> **About this task**: For each line below that includes the word "mouth", make a copy.
== Segment start ==
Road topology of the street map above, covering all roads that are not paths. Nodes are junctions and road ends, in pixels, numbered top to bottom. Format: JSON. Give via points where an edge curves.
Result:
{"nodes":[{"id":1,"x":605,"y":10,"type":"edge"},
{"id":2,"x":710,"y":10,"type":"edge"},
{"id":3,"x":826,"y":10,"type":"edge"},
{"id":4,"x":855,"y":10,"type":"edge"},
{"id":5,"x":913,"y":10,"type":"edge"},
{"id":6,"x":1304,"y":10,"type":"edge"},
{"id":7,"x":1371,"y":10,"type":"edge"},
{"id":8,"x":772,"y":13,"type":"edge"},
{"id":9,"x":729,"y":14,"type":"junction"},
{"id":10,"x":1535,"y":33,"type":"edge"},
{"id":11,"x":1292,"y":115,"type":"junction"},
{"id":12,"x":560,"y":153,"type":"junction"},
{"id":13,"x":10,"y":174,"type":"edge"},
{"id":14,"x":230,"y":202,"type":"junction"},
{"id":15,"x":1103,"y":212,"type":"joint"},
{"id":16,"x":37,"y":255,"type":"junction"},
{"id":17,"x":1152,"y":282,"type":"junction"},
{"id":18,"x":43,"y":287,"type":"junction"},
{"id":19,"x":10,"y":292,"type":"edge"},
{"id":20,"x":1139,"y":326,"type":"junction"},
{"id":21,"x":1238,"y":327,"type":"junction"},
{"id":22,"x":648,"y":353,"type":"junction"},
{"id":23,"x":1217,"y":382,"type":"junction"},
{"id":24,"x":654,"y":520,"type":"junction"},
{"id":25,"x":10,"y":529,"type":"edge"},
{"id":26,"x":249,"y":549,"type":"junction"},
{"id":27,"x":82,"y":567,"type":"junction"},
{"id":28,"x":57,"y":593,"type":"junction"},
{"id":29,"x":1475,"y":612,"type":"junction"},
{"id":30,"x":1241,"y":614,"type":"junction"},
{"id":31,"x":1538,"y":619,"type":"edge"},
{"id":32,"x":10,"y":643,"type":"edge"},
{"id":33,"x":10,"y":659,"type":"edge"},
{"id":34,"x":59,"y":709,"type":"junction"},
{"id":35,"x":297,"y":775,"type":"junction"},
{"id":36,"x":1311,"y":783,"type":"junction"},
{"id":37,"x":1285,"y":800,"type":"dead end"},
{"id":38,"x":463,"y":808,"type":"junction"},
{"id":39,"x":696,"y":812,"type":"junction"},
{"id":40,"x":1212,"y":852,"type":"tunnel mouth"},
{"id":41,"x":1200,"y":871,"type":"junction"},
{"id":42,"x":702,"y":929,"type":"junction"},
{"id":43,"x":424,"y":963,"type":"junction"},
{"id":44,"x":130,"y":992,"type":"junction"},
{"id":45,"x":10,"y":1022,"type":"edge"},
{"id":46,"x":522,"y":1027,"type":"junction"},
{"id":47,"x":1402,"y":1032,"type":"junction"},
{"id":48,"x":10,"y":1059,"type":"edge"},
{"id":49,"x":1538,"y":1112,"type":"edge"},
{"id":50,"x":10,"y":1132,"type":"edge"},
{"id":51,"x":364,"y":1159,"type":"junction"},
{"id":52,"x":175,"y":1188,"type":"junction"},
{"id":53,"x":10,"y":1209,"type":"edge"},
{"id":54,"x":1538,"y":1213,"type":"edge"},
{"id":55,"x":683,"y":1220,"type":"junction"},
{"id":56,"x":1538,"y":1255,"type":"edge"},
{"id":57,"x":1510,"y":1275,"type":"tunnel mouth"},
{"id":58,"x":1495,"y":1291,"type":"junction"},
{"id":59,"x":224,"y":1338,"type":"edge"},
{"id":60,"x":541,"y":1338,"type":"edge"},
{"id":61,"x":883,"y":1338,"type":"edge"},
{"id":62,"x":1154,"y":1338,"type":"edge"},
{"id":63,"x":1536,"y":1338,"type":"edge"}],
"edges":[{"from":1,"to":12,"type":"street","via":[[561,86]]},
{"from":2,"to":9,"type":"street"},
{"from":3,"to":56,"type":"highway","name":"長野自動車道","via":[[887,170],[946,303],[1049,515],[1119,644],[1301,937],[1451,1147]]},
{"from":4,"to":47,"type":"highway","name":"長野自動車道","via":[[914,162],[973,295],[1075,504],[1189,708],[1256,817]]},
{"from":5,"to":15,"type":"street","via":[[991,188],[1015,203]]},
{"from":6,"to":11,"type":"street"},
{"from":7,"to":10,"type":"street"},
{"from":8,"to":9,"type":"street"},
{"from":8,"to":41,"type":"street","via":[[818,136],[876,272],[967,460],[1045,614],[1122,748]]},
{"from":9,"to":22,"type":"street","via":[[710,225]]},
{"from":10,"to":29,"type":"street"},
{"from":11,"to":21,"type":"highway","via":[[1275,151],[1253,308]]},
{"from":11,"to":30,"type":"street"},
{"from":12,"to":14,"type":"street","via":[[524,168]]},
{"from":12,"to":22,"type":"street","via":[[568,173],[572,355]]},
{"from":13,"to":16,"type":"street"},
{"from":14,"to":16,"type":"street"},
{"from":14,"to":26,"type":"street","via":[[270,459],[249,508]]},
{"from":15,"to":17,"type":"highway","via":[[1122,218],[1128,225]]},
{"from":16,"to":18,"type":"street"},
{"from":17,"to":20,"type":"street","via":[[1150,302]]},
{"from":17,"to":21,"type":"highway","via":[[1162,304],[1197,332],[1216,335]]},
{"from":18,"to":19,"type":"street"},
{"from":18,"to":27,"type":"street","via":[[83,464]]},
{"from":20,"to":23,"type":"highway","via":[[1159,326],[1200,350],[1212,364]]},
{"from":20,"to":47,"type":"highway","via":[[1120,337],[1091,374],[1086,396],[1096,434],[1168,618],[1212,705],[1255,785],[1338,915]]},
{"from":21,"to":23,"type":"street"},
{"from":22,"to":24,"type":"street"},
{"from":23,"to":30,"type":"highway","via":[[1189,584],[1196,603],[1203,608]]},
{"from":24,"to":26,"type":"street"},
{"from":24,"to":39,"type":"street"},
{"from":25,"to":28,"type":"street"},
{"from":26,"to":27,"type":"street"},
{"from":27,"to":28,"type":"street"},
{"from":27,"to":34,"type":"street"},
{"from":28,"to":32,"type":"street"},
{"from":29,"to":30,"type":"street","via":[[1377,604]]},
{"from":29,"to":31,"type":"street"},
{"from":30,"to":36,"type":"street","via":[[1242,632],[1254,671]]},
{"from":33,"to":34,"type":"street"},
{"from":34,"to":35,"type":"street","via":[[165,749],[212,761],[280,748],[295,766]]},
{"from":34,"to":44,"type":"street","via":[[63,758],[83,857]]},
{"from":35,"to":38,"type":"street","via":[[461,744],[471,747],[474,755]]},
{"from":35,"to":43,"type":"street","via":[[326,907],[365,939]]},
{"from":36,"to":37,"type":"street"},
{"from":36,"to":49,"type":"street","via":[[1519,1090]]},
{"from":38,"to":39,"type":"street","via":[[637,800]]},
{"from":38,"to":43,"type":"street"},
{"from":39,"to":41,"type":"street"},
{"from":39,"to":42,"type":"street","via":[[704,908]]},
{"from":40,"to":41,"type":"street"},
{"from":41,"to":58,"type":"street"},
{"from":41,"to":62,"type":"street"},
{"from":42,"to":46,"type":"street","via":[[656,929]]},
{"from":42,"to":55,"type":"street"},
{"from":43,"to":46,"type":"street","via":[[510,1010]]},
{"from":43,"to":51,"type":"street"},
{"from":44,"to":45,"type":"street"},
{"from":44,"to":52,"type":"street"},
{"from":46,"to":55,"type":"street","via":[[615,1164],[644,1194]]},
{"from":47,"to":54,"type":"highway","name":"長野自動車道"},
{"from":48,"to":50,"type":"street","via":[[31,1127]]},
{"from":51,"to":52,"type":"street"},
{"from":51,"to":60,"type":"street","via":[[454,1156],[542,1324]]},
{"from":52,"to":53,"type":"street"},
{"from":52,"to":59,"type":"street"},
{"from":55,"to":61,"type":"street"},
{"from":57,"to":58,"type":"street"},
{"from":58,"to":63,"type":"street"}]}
== Segment end ==
> **Response area**:
{"id":40,"x":1212,"y":852,"type":"tunnel mouth"},
{"id":57,"x":1510,"y":1275,"type":"tunnel mouth"},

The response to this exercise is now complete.